Audio coding has been around the professional sound industry since the early 1990s. Codec developers have been and continue to be on a fast track. Whereas the Motion Picture Experts Group (MPEG) once viewed audio quality to be excellent at 256kb/s and 128kb/s, it now offers the same judgment at much lower bit-rates. It's much easier to improve the data payload, as compared to expanding the pipe.

To accomplish this requires using lower bit-rate codecs. Lowering the bit-rate increases potential degradation of audio performance. Advancement of codec design has allowed lower bit-rates to be employed, and most codecs sound decent at these rates, but they are much more fragile with regards to distortion and susceptible to artifacts. Due to the various types of codecs and lower bit-rates, getting a handle on the issues that annoy these functions is a moving target. The goal here is to seek out the gremlins and offer ways and means to avoid them.

All transmission systems suffer from some form of problem. The key to improving audio quality through a coded system is in locating the challenges and avoiding them. Take the FM stereo system — high frequency distortion and peak level overshoots were very common in early FM stereo generators. Both the pre-emphasis boost and sharp cutoff of the required low pass filters caused severe problems within the system. In-depth analysis of the system lead to the discovery of embedded pre-emphasis management and non-overshooting low-pass filters, which dramatically improved FM stereo performance.

While the concern for FM stereo was distortion and overshoot, coded audio suffers from sonic artifacts. These are the perceptible annoyances that bother the listener. Most sound anomalies are categorized as one form of distortion or another. Most common are harmonic distortion (THD) and intermodulation distortion (IMD). Coding artifacts are neither. When they are perceived, they occur due to inadequacies of the coding algorithm. Basically, this is the point where the encoder runs out of capability to reduce the audio data without the process of data reduction being heard. While there have not been specific technical terms assigned to describe these artifacts, they can be referred to as swishy-swirly, underwater-like, gurgle-like and sometimes synthetic-metallic.

Prior attempts

Dedicated audio processors that utilize look-ahead limiting and bandwidth control improve sound performance, but still do not reduce artifacts enough at low bit-rates, especially below 48kb/s. HD Radio, satcasters, podcasters and netcasters employ bit-rates at 24kb/s and lower. Reducing artifacts at these low rates usually requires severe bandwidth reduction, which in turn dulls the sound quality.

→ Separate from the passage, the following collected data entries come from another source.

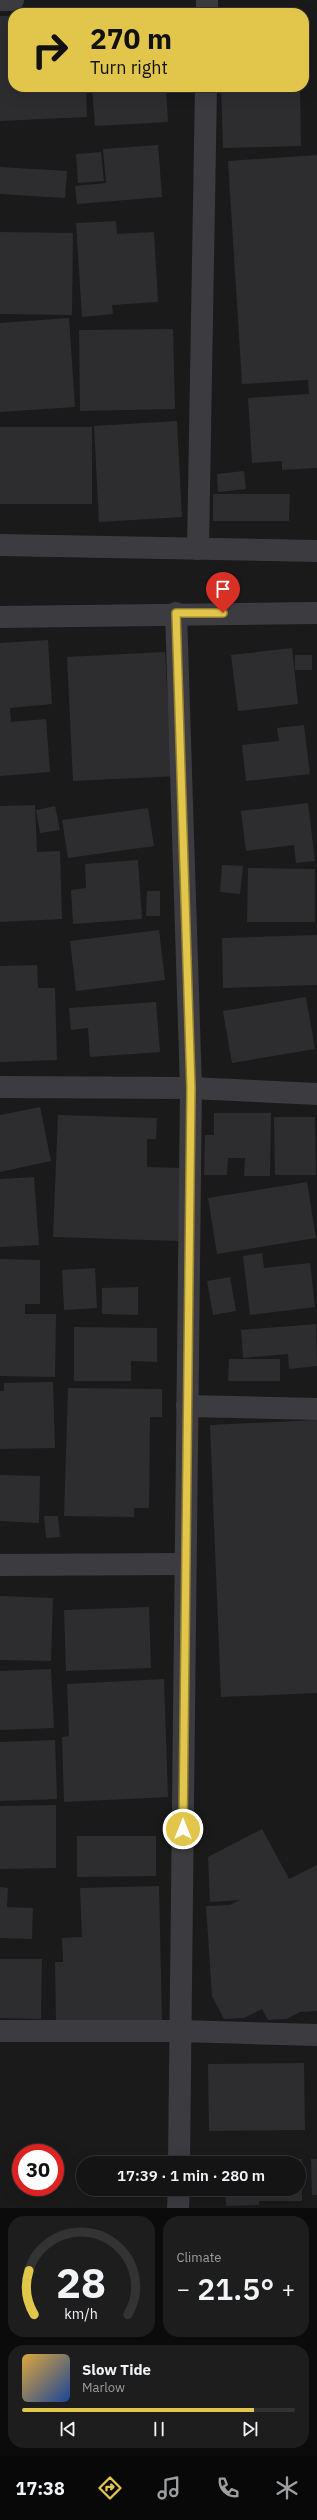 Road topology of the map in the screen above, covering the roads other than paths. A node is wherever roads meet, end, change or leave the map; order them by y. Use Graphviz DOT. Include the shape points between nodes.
graph roads {
  1 [pos="0,0"];
  2 [pos="13,0"];
  3 [pos="206,92"];
  4 [pos="0,545"];
  5 [pos="198,549"];
  6 [pos="317,551"];
  7 [pos="176,613"];
  8 [pos="317,613"];
  9 [pos="0,617"];
  10 [pos="0,1087"];
  11 [pos="191,1088"];
  12 [pos="317,1094"];
  13 [pos="187,1406"];
  14 [pos="317,1409"];
  15 [pos="185,1564"];
  16 [pos="0,1565"];
  17 [pos="0,2031"];
  18 [pos="181,2031"];
  19 [pos="317,2035"];
  20 [pos="179,2156"];
  21 [pos="179,2196"];
  22 [pos="178,2208"];
  1 -- 2 [label="street"];
  3 -- 5 [label="street"];
  4 -- 5 [label="street"];
  5 -- 6 [label="street"];
  7 -- 8 [label="street"];
  7 -- 9 [label="street"];
  7 -- 11 [label="street"];
  10 -- 11 [label="street"];
  11 -- 12 [label="street"];
  11 -- 13 [label="street"];
  13 -- 14 [label="street"];
  13 -- 15 [label="street"];
  15 -- 16 [label="street"];
  15 -- 18 [label="street"];
  17 -- 18 [label="street"];
  18 -- 19 [label="street"];
  18 -- 20 [label="street"];
  21 -- 22 [label="street"];
}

Careful listening to lower bit-rate coded audio reveals discoloration — not necessarily artifact-like or distorted, but some type of degrading ghost-like product being carried along with the signal. Attempts to remove it via signal processing seem to increase this characteristic. Listening to the output of the audio processor prior to the encode/decode section sounds very clean. Upon adding a codec to the scenario, the annoyance returns. This problem is observed with use of a common known codec for HD Radio (HDC) and various audio processors of different designers/companies. All produced the same results.

A clue to the problem is revealed when the timing in one of the audio processors is modified to reduce the amount of fast-limiting applied to presence and high frequencies. (This does not remove the limiting in this spectra, but changes the manner in which the limiter's timing responds to transient signals.) The audio immediately opens, along with clarity in the presence and high frequency range.